Original commentary: The convergence of a potential diplomatic thaw and a major Wall Street bank's endorsement creates a powerful narrative for Chinese equities. But investors should distinguish between short-term sentiment and structural gains. Morgan Stanley's optimism rests on three pillars: earnings recovery, supply chain resilience, and currency appreciation. Yet, the sustainability of these factors is questionable. Earnings improvements may be concentrated in state-owned enterprises and tech giants, while smaller caps could lag. Moreover, yuan strength, while supportive for foreign inflows, could hurt export competitiveness over time. The Trump-Xi summit could accelerate these trends if it leads to concrete agreements, but the risk of disappointment remains high.
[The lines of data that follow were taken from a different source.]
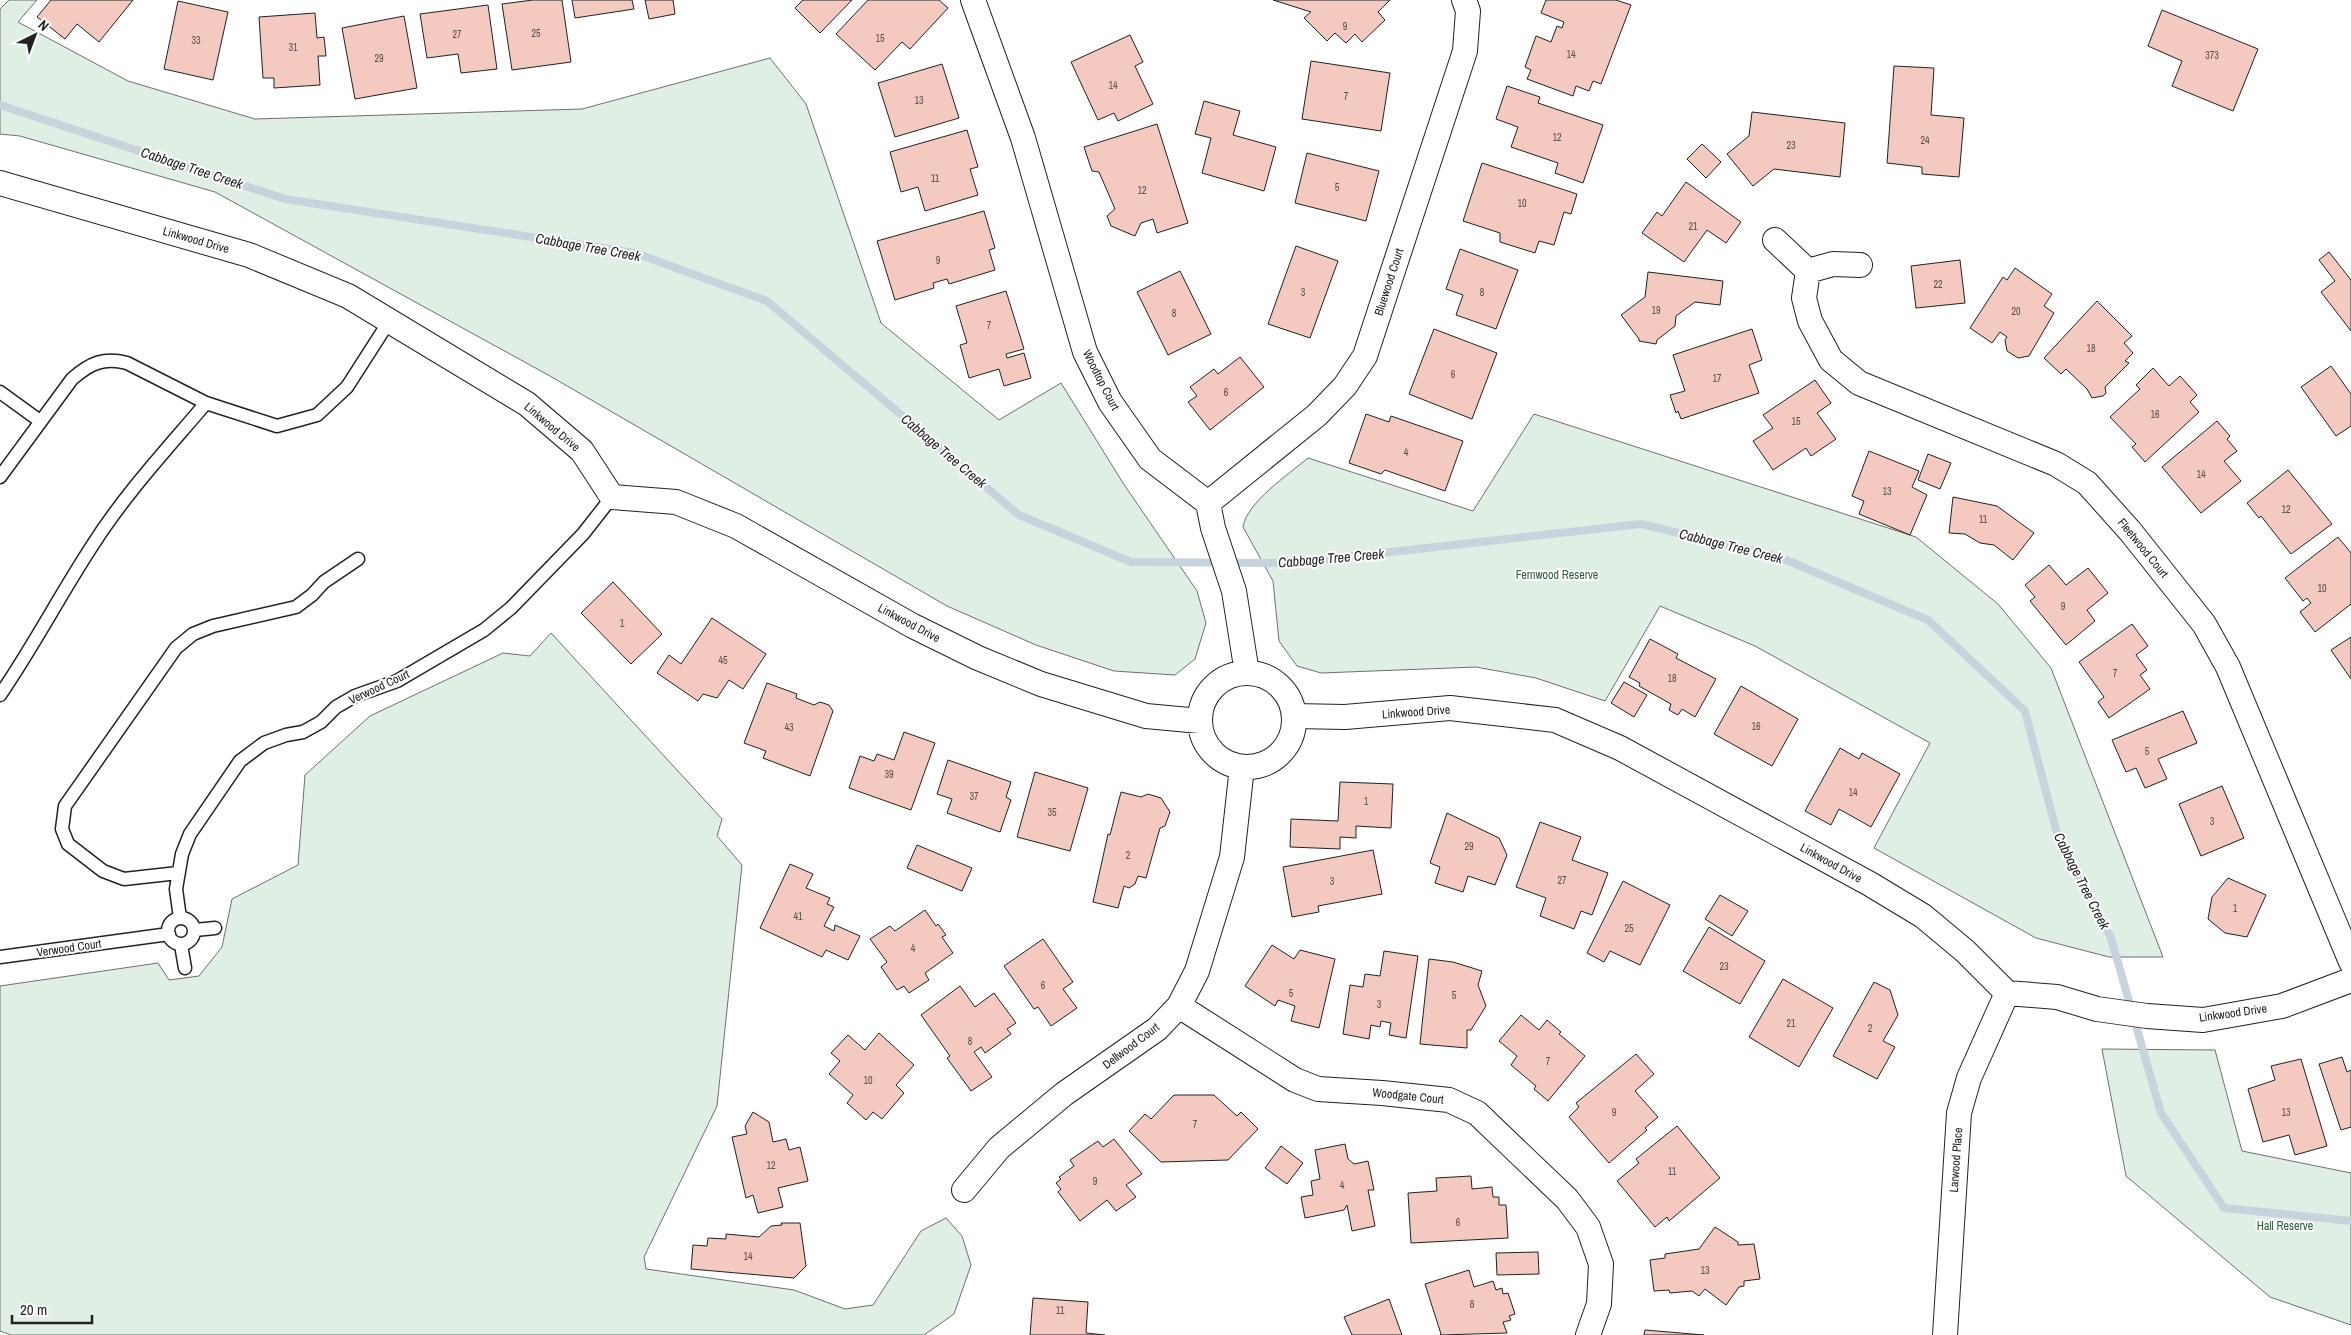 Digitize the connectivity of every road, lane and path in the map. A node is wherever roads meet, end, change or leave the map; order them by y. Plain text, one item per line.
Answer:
1 (973, 0) edge
2 (1464, 0) edge
3 (0, 183) edge
4 (1775, 240) dead end
5 (1860, 265) dead end
6 (1808, 271) junction
7 (390, 320) junction
8 (0, 392) edge
9 (206, 403) junction
10 (40, 421) junction
11 (0, 476) edge
12 (612, 497) junction
13 (1208, 503) junction
14 (358, 559) dead end
15 (1247, 674) junction
16 (0, 695) edge
17 (1294, 716) junction
18 (1200, 721) junction
19 (1242, 767) junction
20 (178, 873) junction
21 (180, 918) junction
22 (215, 928) dead end
23 (194, 930) junction
24 (168, 934) junction
25 (181, 944) junction
26 (0, 957) edge
27 (2351, 962) edge
28 (185, 968) dead end
29 (2351, 980) edge
30 (2007, 993) junction
31 (1178, 1006) junction
32 (964, 1190) dead end
33 (1588, 1335) edge
34 (1945, 1335) edge

1 - 13 street, Woodtop Court
2 - 13 street, Bluewood Court
3 - 7 street, Linkwood Drive
4 - 6 street
5 - 6 street
6 - 27 street, Fleetwood Court
7 - 9 lane
7 - 12 street, Linkwood Drive
8 - 10 lane
9 - 10 lane
9 - 16 lane
10 - 11 lane
12 - 18 street, Linkwood Drive
12 - 20 lane, Verwood Court
13 - 15 street
14 - 20 lane
15 - 17 street
15 - 18 street
17 - 19 street
17 - 30 street, Linkwood Drive
18 - 19 street
19 - 31 street, Dellwood Court
20 - 21 lane, Verwood Court
21 - 23 lane
21 - 24 lane
22 - 23 lane
23 - 25 lane
24 - 25 lane
24 - 26 lane, Verwood Court
25 - 28 lane
29 - 30 street, Linkwood Drive
30 - 34 street, Larwood Place
31 - 32 street, Dellwood Court
31 - 33 street, Woodgate Court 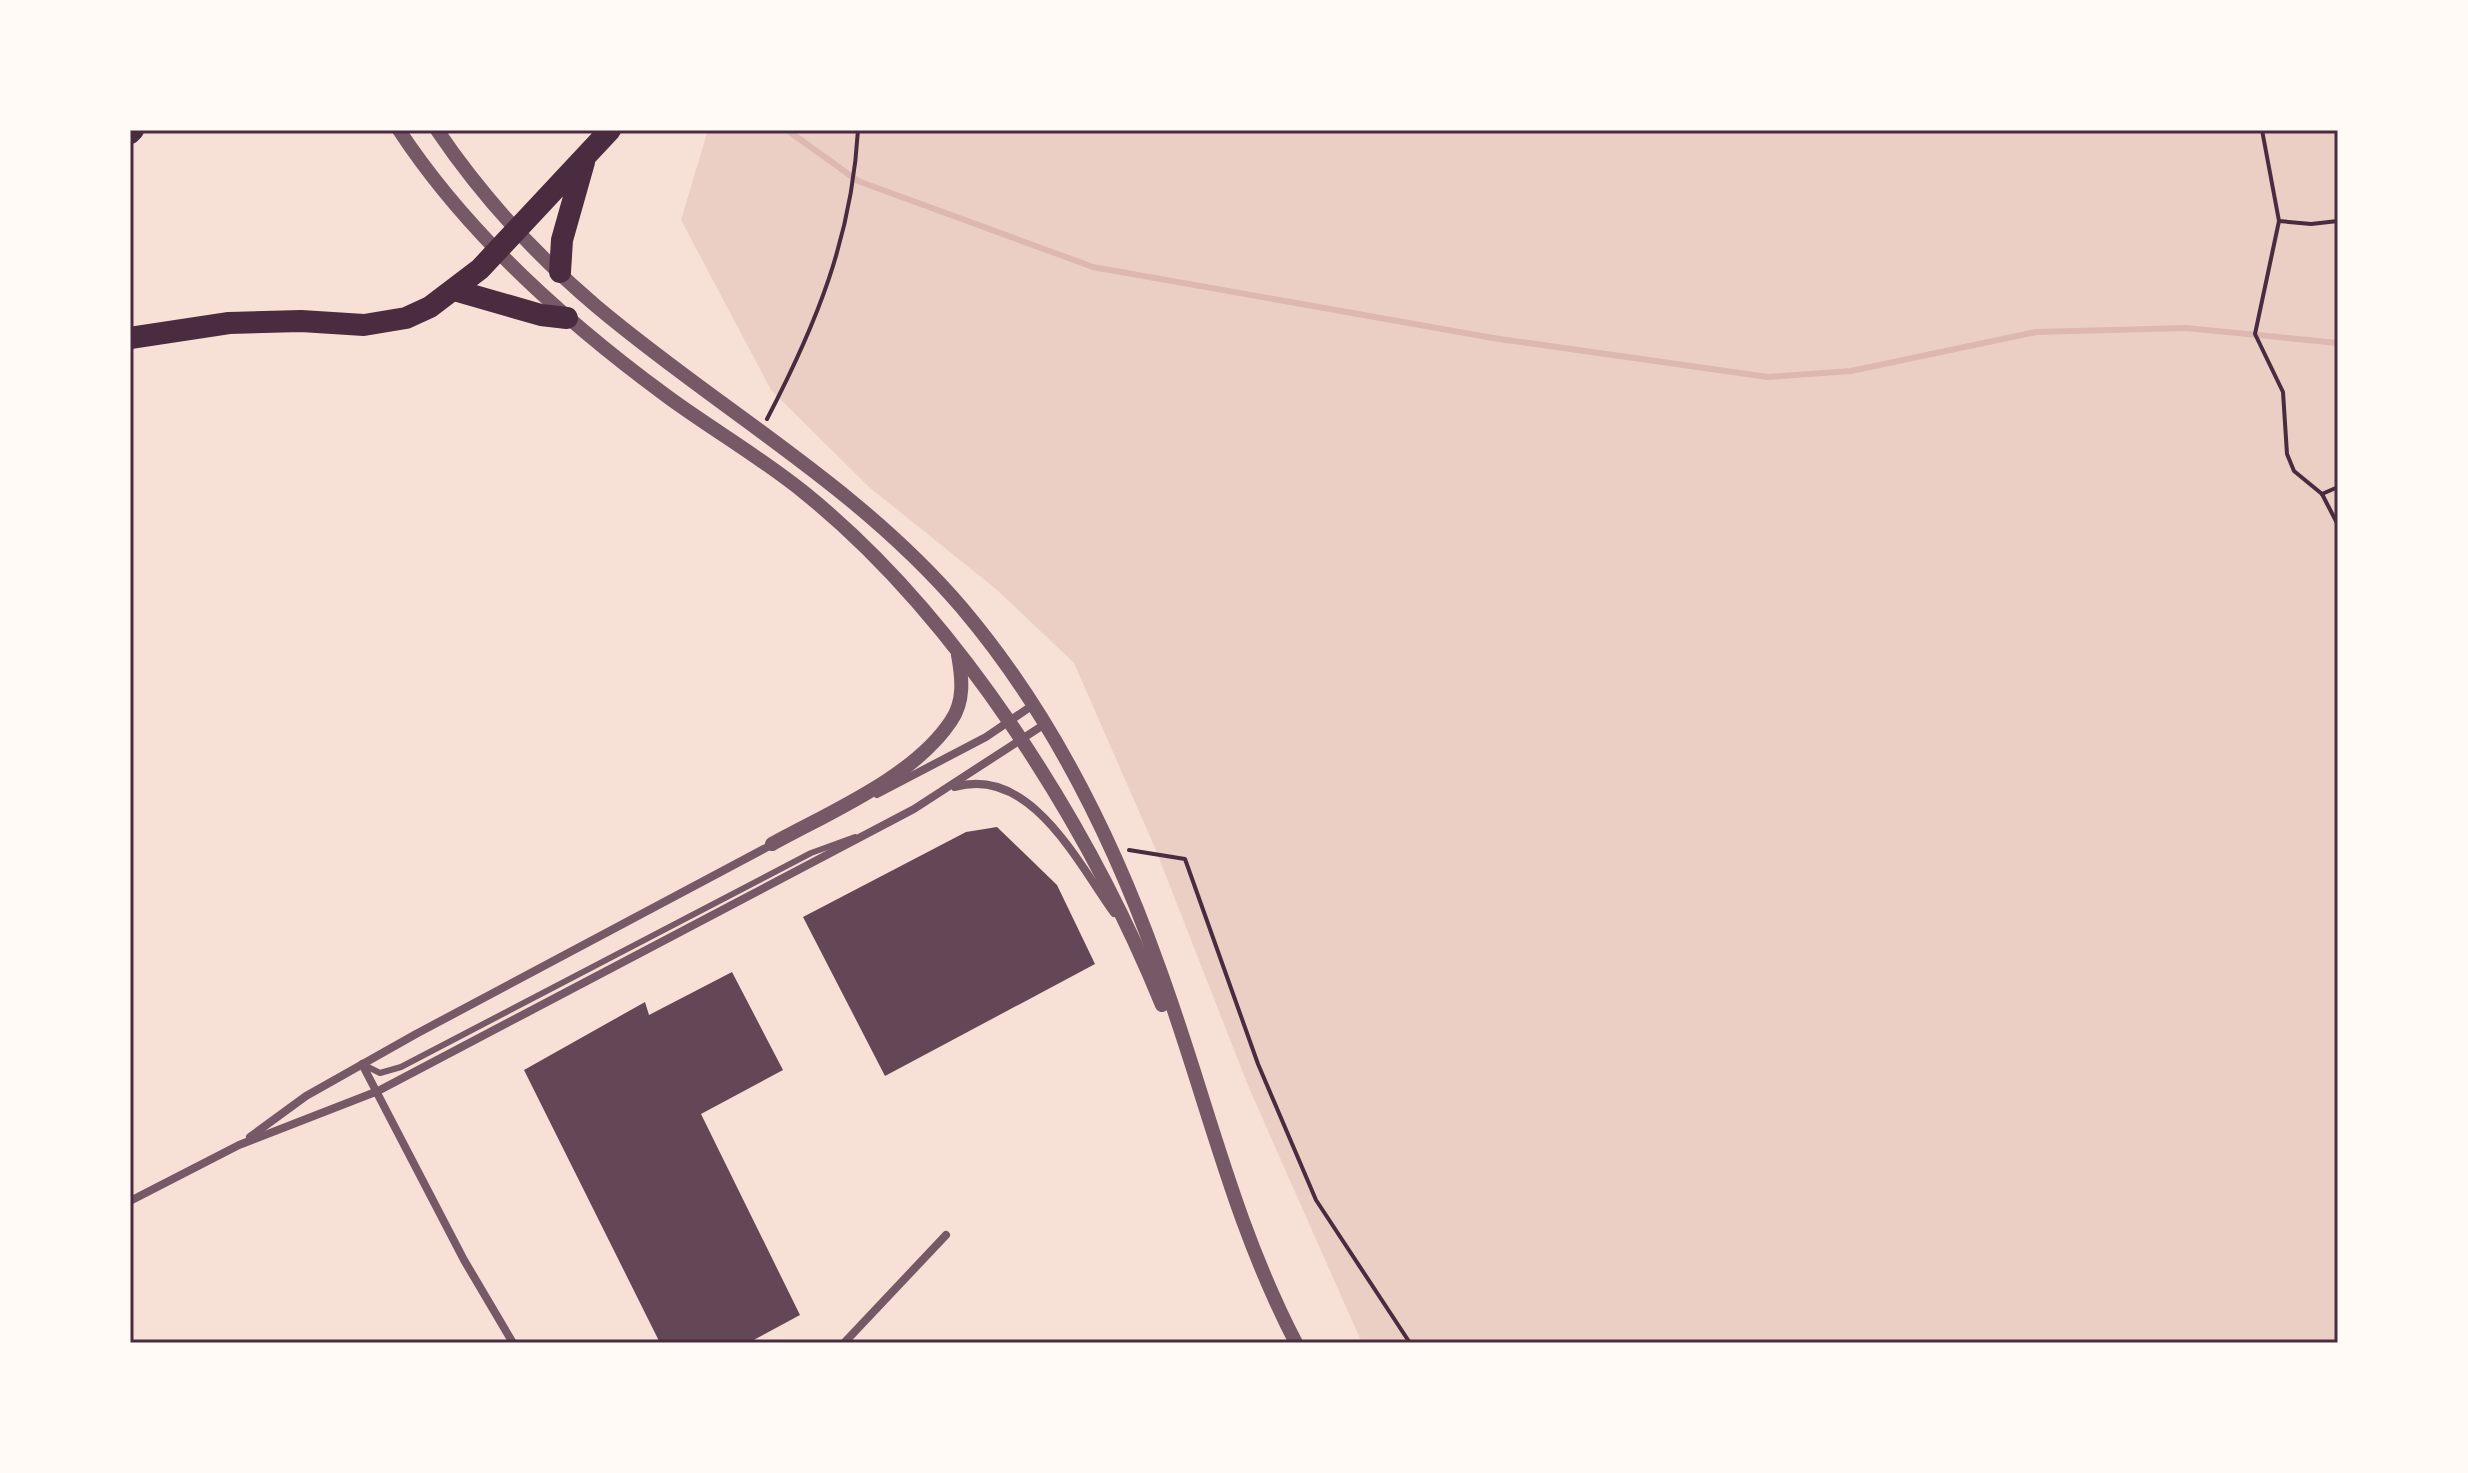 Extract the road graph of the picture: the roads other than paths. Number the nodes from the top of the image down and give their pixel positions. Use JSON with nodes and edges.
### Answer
{"nodes":[{"id":1,"x":399,"y":130,"type":"edge"},
{"id":2,"x":437,"y":130,"type":"edge"},
{"id":3,"x":610,"y":130,"type":"edge"},
{"id":4,"x":584,"y":161,"type":"junction"},
{"id":5,"x":517,"y":230,"type":"junction"},
{"id":6,"x":499,"y":251,"type":"junction"},
{"id":7,"x":560,"y":272,"type":"junction"},
{"id":8,"x":454,"y":290,"type":"junction"},
{"id":9,"x":567,"y":318,"type":"junction"},
{"id":10,"x":130,"y":338,"type":"edge"},
{"id":11,"x":958,"y":653,"type":"junction"},
{"id":12,"x":1033,"y":705,"type":"junction"},
{"id":13,"x":1008,"y":723,"type":"junction"},
{"id":14,"x":1045,"y":724,"type":"junction"},
{"id":15,"x":1019,"y":741,"type":"junction"},
{"id":16,"x":946,"y":790,"type":"junction"},
{"id":17,"x":877,"y":829,"type":"junction"},
{"id":18,"x":772,"y":844,"type":"junction"},
{"id":19,"x":1135,"y":943,"type":"junction"},
{"id":20,"x":362,"y":1064,"type":"junction"},
{"id":21,"x":378,"y":1091,"type":"junction"},
{"id":22,"x":1197,"y":1091,"type":"junction"},
{"id":23,"x":239,"y":1145,"type":"junction"},
{"id":24,"x":130,"y":1201,"type":"edge"},
{"id":25,"x":946,"y":1235,"type":"dead end"},
{"id":26,"x":512,"y":1343,"type":"edge"},
{"id":27,"x":844,"y":1343,"type":"edge"},
{"id":28,"x":1296,"y":1343,"type":"edge"}],
"edges":[{"from":1,"to":6,"type":"street"},
{"from":2,"to":5,"type":"street"},
{"from":3,"to":4,"type":"highway"},
{"from":4,"to":5,"type":"highway"},
{"from":4,"to":7,"type":"highway"},
{"from":5,"to":6,"type":"highway"},
{"from":5,"to":7,"type":"street"},
{"from":6,"to":8,"type":"highway"},
{"from":6,"to":9,"type":"street"},
{"from":7,"to":12,"type":"street"},
{"from":8,"to":9,"type":"highway"},
{"from":8,"to":10,"type":"highway"},
{"from":9,"to":11,"type":"street"},
{"from":11,"to":13,"type":"street"},
{"from":11,"to":18,"type":"street"},
{"from":12,"to":13,"type":"street"},
{"from":12,"to":14,"type":"street"},
{"from":13,"to":15,"type":"street"},
{"from":13,"to":18,"type":"street"},
{"from":14,"to":15,"type":"street"},
{"from":14,"to":22,"type":"street"},
{"from":15,"to":16,"type":"street"},
{"from":15,"to":19,"type":"street"},
{"from":16,"to":17,"type":"street"},
{"from":16,"to":19,"type":"street"},
{"from":17,"to":20,"type":"lane"},
{"from":17,"to":21,"type":"street"},
{"from":18,"to":20,"type":"street"},
{"from":19,"to":22,"type":"street"},
{"from":20,"to":21,"type":"street"},
{"from":20,"to":23,"type":"street"},
{"from":21,"to":23,"type":"street"},
{"from":21,"to":26,"type":"street"},
{"from":22,"to":28,"type":"street"},
{"from":23,"to":24,"type":"street"},
{"from":25,"to":27,"type":"street"}]}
Morgan Stanley's Bullish Thesis
Morgan Stanley's note highlights that Chinese companies are gaining more dominance in upstream global supply chains, particularly in sectors like batteries, solar panels, and rare earths. This structural advantage, combined with a stabilizing earnings outlook, provides a foundation for equity gains. The bank also expects the yuan to strengthen against the dollar, which would attract foreign capital seeking currency appreciation on top of equity returns. This is a marked shift from previous years when yuan depreciation weighed on returns.
Key Risks to Consider
Despite the positive narrative, risks persist. Geopolitical tensions with the U.S. remain elevated, and any breakdown in talks could reverse gains. Additionally, China's domestic economic recovery is uneven, with property sector woes and deflationary pressures still unresolved. The yuan's strength may also be capped by the People's Bank of China's desire to maintain export competitiveness. Investors should thus approach with caution, balancing the upside potential against these headwinds.
Sources: CNBC: Trump expected to land in Beijing for summit; CNBC: Morgan Stanley on China equities.
- Trump's Beijing visit could serve as a near-term catalyst for Chinese equities if it eases trade tensions.
- Morgan Stanley forecasts moderate upside in Chinese stocks over 12 months, citing earnings, supply chain dominance, and yuan strength.
- Investors should weigh the bullish sentiment against risks such as geopolitical uncertainty and domestic economic weaknesses.